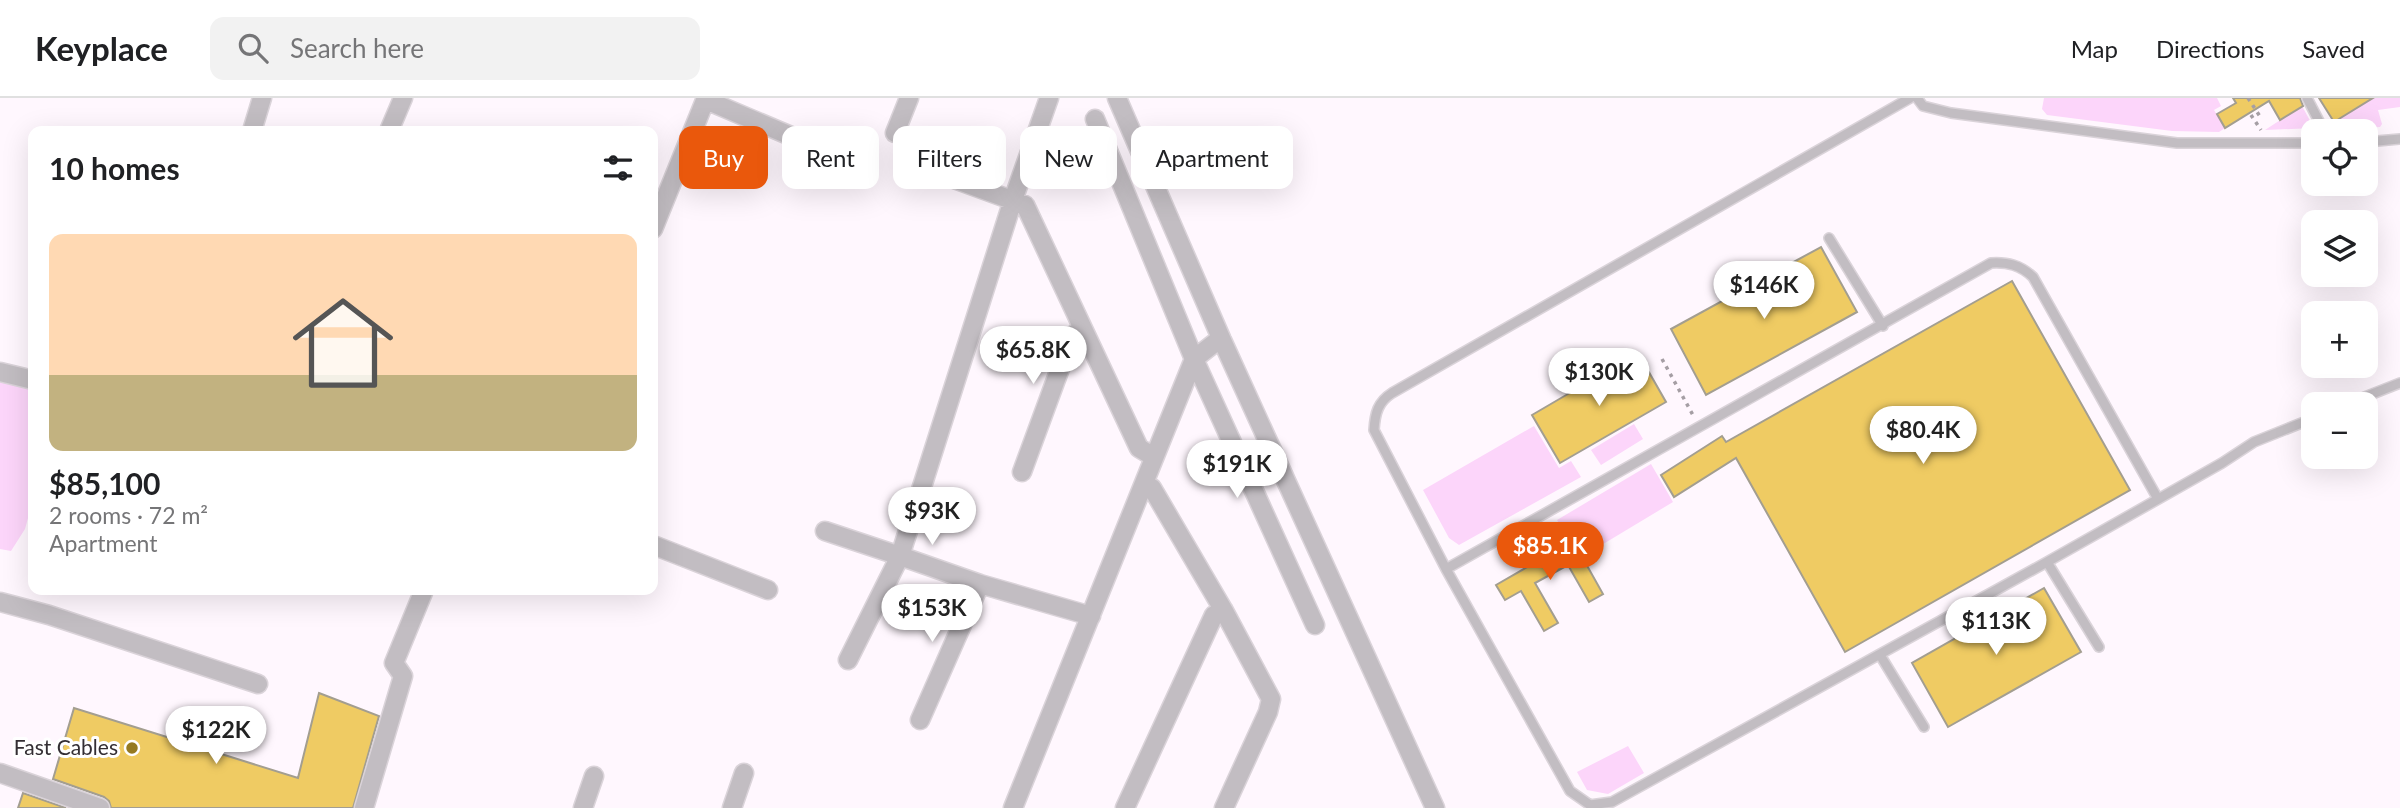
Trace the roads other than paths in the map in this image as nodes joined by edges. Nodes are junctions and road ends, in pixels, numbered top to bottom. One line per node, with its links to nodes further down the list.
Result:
* * *
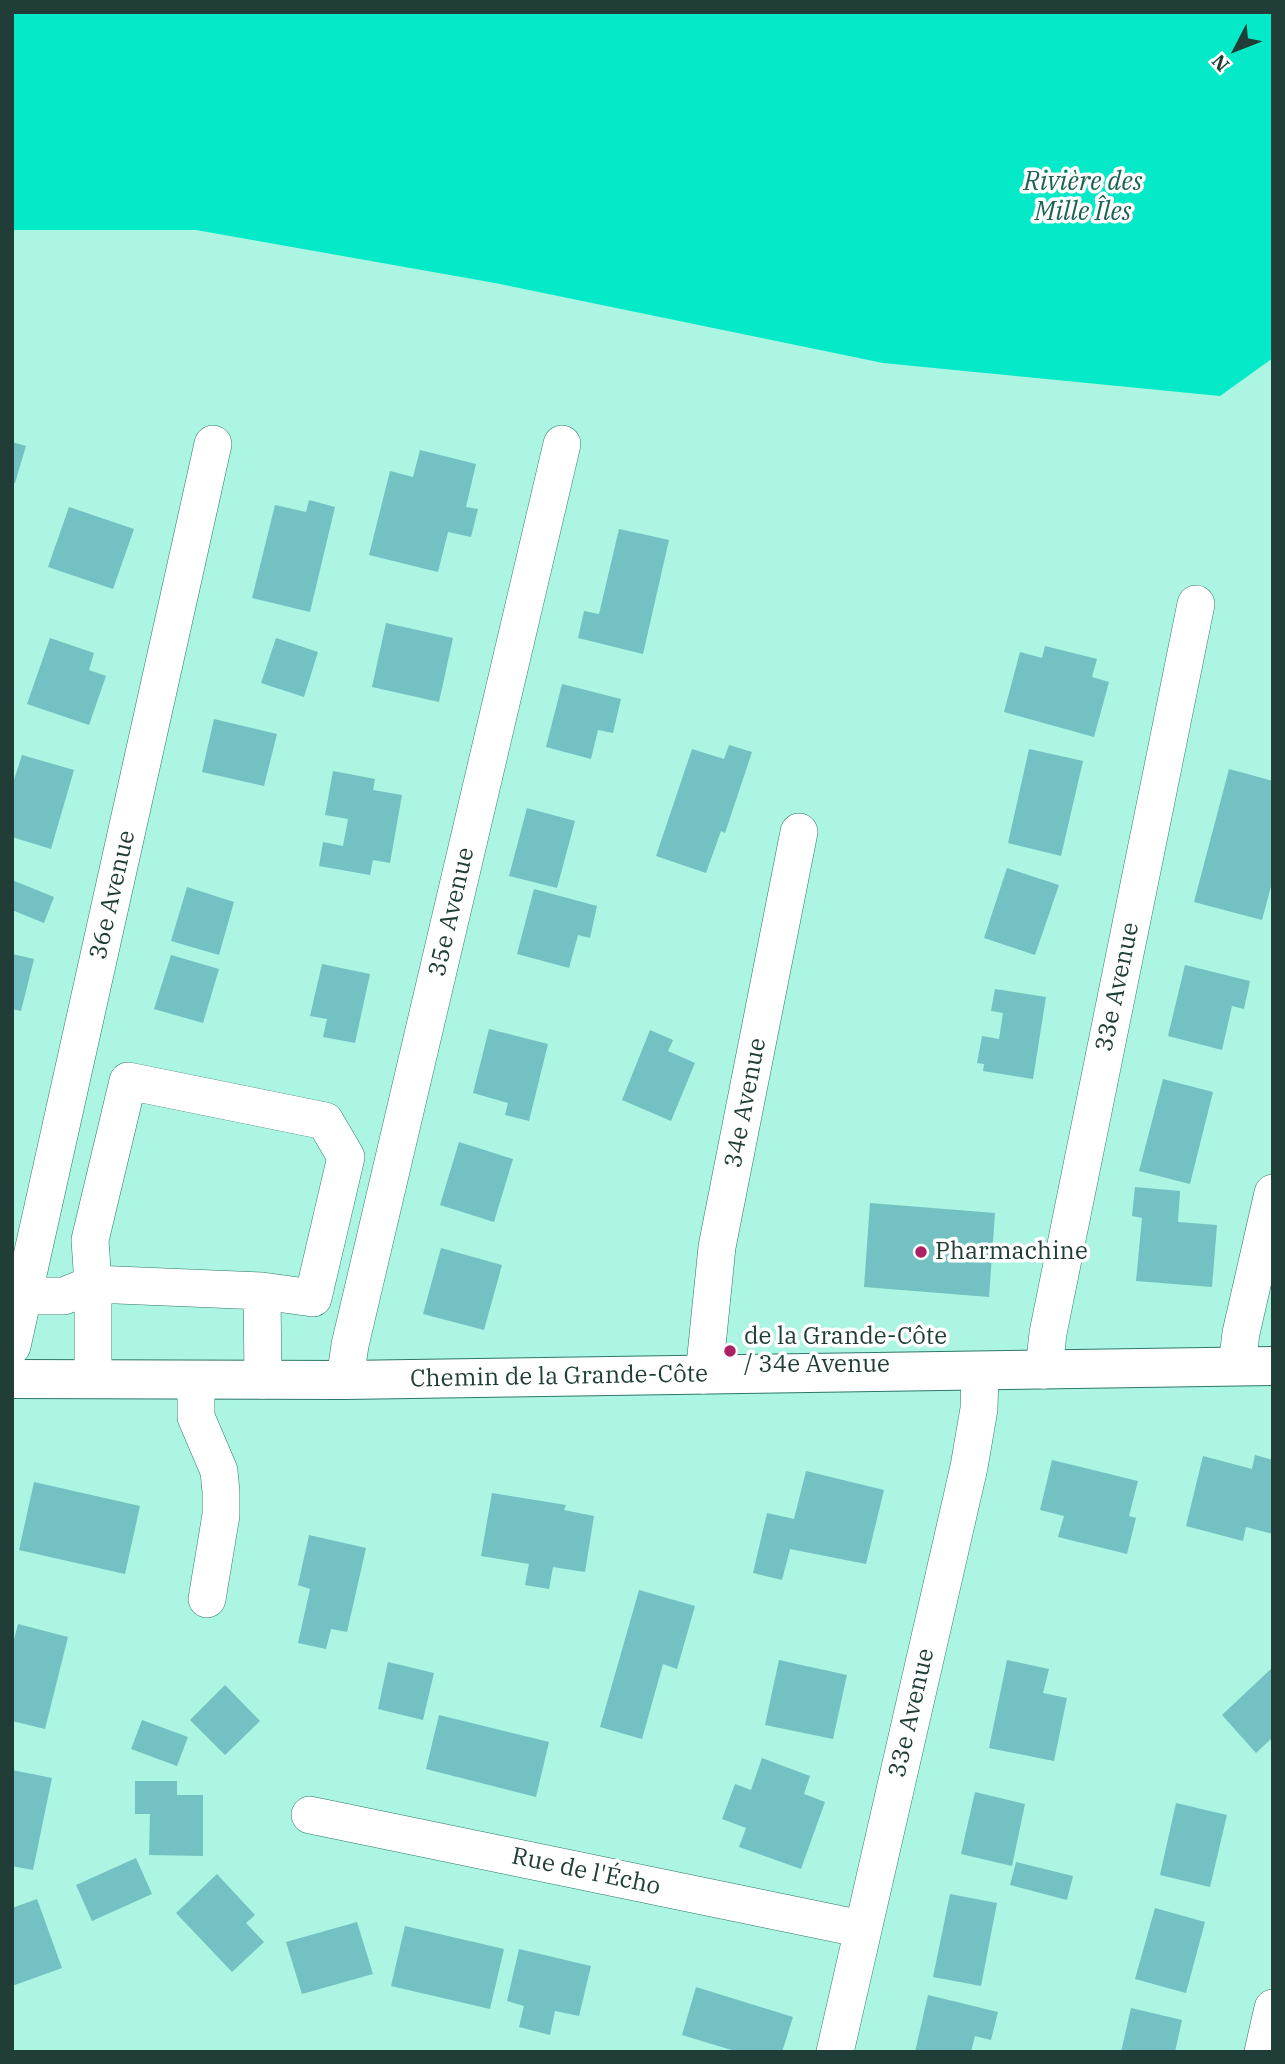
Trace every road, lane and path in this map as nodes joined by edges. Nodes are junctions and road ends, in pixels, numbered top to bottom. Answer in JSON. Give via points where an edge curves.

> **Required action**: Which lines in the listing above include the string "joined"? Copy each of them.

> **Written answer**:
Trace the roads other than paths in the map in this image as nodes joined by edges. Nodes are junctions and road ends, in pixels, numbered top to bottom. One line per node, with its links to nodes further down the list.
Trace every road, lane and path in this map as nodes joined by edges. Nodes are junctions and road ends, in pixels, numbered top to bottom. Answer in JSON. Give via points where an edge curves.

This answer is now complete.